- WHAT THE EXERCISE ASKS
Write out every line below that contains "East".

- EXERCISE DATA
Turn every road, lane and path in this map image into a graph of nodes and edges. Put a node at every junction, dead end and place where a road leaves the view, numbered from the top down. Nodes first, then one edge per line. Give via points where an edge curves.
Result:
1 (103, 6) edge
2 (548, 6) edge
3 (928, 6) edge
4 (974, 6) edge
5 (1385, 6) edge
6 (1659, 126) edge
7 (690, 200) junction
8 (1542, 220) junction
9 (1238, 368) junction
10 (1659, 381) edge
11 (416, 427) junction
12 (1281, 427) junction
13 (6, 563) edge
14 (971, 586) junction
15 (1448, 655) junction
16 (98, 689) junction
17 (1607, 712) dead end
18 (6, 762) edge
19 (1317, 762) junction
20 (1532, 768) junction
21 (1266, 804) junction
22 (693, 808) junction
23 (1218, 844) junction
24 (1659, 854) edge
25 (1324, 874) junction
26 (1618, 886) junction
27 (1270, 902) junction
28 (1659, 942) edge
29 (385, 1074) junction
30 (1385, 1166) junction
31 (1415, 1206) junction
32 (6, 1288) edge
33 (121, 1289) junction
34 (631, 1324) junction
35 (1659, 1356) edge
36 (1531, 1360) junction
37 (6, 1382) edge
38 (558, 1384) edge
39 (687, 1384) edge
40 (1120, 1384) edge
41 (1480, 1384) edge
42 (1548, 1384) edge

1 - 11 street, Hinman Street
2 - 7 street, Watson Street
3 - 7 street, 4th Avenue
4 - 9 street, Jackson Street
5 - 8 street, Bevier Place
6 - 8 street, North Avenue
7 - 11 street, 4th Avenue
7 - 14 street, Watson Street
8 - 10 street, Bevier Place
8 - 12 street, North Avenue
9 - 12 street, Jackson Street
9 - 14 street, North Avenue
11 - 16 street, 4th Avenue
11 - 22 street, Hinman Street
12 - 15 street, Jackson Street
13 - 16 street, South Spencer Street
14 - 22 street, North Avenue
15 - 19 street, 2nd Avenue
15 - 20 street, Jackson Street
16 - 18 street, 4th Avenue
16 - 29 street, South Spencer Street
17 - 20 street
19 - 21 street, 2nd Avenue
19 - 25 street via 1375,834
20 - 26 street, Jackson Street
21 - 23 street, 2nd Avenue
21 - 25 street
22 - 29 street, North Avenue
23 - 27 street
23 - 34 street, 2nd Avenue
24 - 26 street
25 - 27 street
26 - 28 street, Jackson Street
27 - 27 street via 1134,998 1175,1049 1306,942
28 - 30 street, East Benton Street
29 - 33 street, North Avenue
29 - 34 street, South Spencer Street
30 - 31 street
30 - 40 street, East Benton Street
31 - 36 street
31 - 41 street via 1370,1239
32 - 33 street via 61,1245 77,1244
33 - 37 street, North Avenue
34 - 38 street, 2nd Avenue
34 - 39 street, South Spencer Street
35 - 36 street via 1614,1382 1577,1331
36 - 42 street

- RESPONSE TO THIS TASK
28 - 30 street, East Benton Street
30 - 40 street, East Benton Street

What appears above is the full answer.